DATA SUPPLIED: Begin

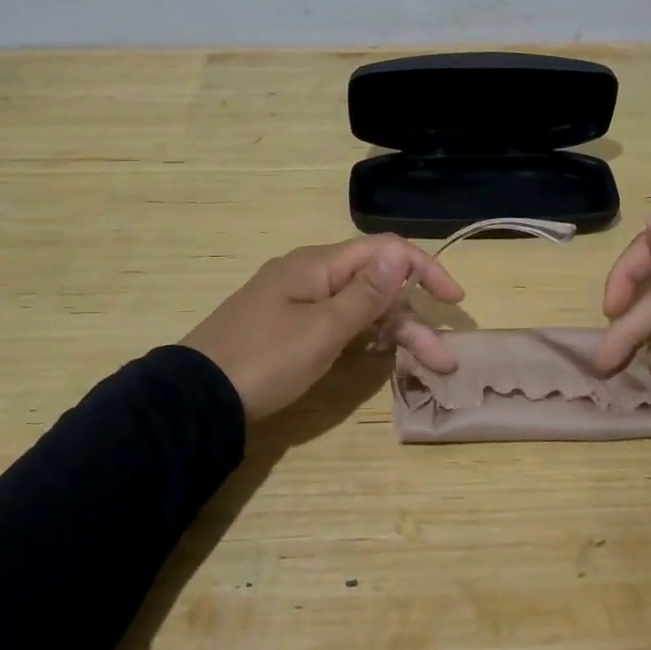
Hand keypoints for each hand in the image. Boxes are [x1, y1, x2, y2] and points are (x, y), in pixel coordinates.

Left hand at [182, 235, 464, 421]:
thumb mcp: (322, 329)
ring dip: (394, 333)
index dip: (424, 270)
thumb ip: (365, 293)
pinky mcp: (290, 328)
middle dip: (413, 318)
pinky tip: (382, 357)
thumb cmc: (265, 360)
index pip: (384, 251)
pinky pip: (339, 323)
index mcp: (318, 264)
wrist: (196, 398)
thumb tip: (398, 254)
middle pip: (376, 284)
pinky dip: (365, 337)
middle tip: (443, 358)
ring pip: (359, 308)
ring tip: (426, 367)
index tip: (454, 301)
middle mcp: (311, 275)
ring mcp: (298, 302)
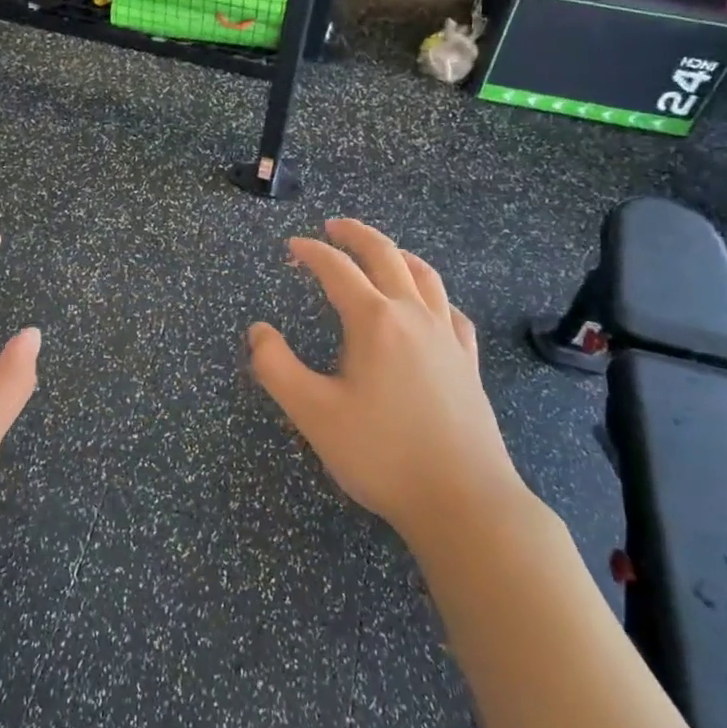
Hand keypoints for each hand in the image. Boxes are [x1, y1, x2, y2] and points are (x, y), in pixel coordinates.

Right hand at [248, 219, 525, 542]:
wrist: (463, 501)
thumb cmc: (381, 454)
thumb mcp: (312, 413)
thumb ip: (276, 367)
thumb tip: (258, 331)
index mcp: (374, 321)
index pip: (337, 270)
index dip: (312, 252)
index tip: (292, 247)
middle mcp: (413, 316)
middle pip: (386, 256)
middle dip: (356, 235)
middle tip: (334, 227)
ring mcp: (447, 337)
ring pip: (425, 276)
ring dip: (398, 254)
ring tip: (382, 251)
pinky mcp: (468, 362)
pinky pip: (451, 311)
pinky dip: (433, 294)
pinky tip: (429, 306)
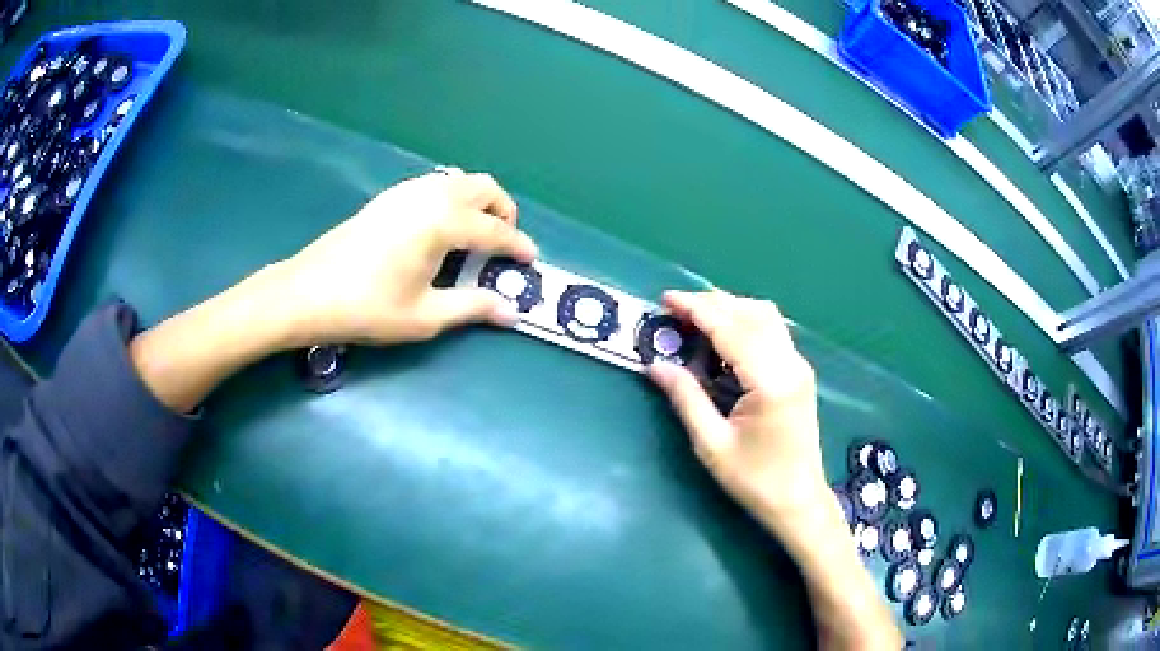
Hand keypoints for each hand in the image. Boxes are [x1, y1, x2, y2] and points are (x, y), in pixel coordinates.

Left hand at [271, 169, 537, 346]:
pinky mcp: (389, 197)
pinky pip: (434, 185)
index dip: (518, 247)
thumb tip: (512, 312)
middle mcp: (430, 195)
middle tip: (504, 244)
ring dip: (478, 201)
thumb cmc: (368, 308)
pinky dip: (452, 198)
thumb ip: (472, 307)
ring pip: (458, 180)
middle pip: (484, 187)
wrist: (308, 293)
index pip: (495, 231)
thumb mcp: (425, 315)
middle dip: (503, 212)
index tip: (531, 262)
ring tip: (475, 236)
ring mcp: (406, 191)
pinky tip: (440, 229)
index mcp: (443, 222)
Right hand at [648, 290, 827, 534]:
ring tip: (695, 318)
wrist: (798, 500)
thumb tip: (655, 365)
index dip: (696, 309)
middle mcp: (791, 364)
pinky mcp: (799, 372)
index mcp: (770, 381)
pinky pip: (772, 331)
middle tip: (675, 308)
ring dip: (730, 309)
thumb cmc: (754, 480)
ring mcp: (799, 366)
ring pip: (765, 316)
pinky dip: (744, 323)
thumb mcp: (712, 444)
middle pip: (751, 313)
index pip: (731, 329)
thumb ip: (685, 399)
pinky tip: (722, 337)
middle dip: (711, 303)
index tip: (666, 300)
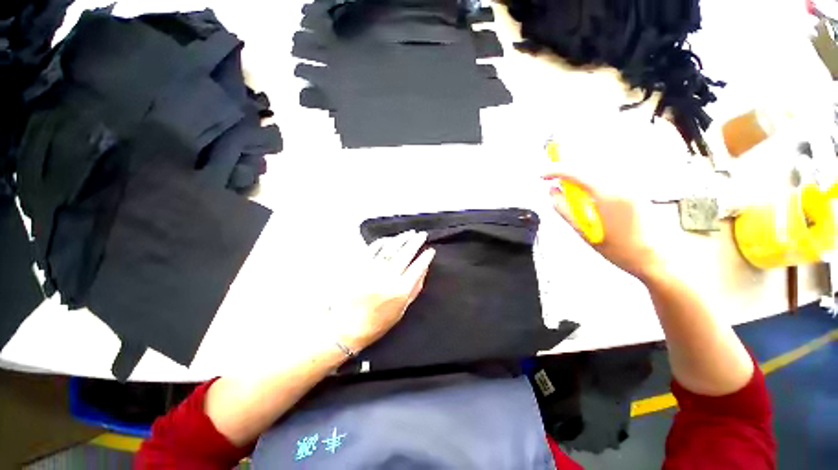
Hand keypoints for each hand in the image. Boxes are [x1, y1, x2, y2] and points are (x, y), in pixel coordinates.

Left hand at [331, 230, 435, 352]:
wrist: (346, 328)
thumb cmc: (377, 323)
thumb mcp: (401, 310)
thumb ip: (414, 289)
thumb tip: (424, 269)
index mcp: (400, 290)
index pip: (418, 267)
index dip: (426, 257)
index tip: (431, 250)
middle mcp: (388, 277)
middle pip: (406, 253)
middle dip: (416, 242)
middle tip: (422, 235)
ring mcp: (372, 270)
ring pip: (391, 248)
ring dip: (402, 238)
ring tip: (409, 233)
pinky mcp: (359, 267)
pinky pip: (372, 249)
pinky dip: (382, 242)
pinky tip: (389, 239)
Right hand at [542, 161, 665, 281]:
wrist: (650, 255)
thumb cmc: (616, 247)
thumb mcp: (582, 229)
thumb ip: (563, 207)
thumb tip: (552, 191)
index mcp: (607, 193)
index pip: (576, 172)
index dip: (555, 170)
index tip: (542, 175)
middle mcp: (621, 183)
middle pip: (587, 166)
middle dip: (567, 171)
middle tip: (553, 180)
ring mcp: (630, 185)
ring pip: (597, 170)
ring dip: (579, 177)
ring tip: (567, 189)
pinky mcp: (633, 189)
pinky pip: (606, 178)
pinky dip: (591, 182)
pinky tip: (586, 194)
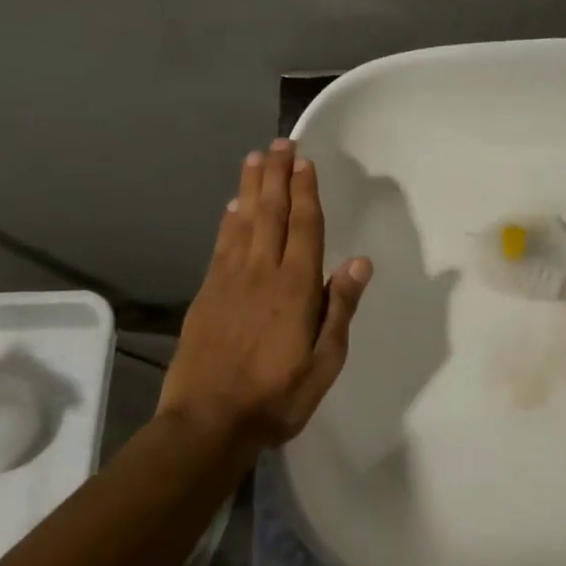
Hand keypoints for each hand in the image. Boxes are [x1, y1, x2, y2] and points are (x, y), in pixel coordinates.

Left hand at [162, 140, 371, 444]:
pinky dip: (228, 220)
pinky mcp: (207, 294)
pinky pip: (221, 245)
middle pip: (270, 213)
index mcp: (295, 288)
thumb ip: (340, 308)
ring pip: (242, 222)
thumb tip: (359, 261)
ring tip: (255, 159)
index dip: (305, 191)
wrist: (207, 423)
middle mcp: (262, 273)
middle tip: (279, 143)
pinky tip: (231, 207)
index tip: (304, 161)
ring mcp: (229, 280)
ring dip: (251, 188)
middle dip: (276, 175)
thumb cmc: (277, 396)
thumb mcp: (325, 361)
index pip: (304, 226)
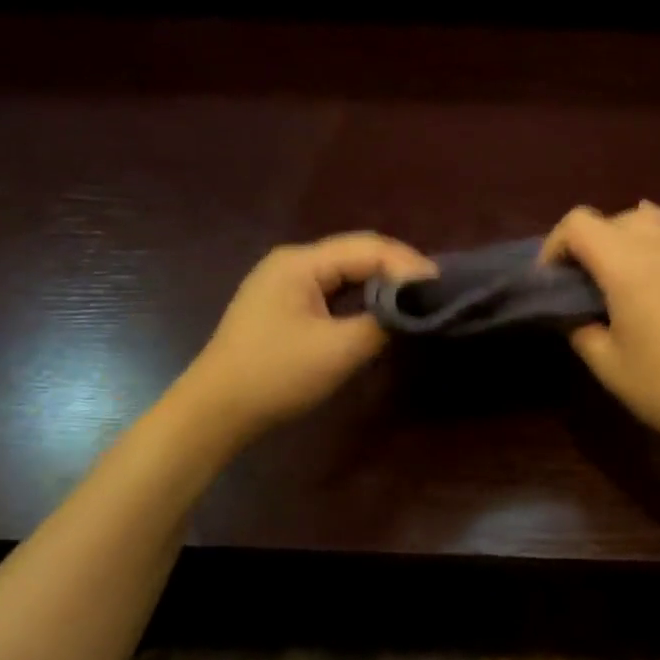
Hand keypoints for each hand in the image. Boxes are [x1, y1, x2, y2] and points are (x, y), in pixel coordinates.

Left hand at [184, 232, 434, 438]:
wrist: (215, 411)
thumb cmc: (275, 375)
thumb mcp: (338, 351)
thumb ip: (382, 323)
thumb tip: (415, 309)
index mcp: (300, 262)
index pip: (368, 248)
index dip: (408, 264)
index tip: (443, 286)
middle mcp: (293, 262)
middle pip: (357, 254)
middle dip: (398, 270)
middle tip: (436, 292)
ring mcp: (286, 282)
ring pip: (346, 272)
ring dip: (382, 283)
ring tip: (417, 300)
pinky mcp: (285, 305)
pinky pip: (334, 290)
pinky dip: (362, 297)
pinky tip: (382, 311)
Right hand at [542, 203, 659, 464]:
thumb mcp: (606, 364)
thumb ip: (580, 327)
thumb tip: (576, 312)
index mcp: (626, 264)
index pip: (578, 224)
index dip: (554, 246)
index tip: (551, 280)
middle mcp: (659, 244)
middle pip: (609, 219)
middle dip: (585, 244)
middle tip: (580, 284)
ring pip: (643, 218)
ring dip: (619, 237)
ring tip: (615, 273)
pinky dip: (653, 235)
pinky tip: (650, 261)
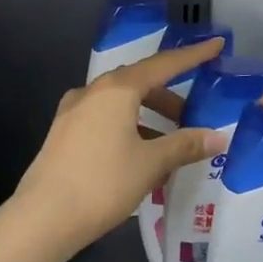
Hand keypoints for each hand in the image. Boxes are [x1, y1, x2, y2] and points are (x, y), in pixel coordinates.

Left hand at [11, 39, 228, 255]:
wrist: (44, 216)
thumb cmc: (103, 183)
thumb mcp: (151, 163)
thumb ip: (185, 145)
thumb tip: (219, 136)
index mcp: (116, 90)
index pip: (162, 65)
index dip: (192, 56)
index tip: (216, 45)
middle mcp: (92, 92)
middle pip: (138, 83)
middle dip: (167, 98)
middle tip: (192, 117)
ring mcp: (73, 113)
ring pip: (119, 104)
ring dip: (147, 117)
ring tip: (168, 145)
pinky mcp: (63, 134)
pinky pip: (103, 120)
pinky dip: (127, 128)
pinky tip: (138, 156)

DATA SUPPLIED: End

TASK DESCRIPTION:
Pictures are to be left out; the lines from the start of the records above through the line holding "index tip: (292, 247)" are to be returned exactly.

ANSWER BOX:
Hand keypoints for each hand in the image. Boxes are [x1, y1, x2, y2] and points are (x, y), in pixel coordinates.

Left hand at [182, 235, 464, 421]:
thumb mcp: (322, 329)
ring dip: (394, 333)
index dip: (424, 270)
thumb ip: (365, 293)
pinky mcp: (290, 328)
middle dip: (413, 318)
pinky tip: (382, 357)
thumb cmc: (265, 360)
index pip: (384, 251)
pinky pip: (339, 323)
index mcp: (318, 264)
wrist: (196, 398)
thumb tip: (398, 254)
middle pip: (376, 284)
pinky dip: (365, 337)
middle tip: (443, 358)
ring pip: (359, 308)
ring tip: (426, 367)
index tip: (454, 301)
middle mcp: (311, 275)
ring mcp: (298, 302)
Hand keypoints for each hand in the image. Boxes are [x1, y1, x2, y2] and points are (x, y), in pixel coordinates.

Right hand at [248, 219, 525, 542]:
wrist: (463, 501)
thumb cmc: (381, 454)
thumb mcp: (312, 413)
thumb ip: (276, 367)
thumb tip: (258, 331)
index mcp: (374, 321)
index pip: (337, 270)
index dip: (312, 252)
index tip: (292, 247)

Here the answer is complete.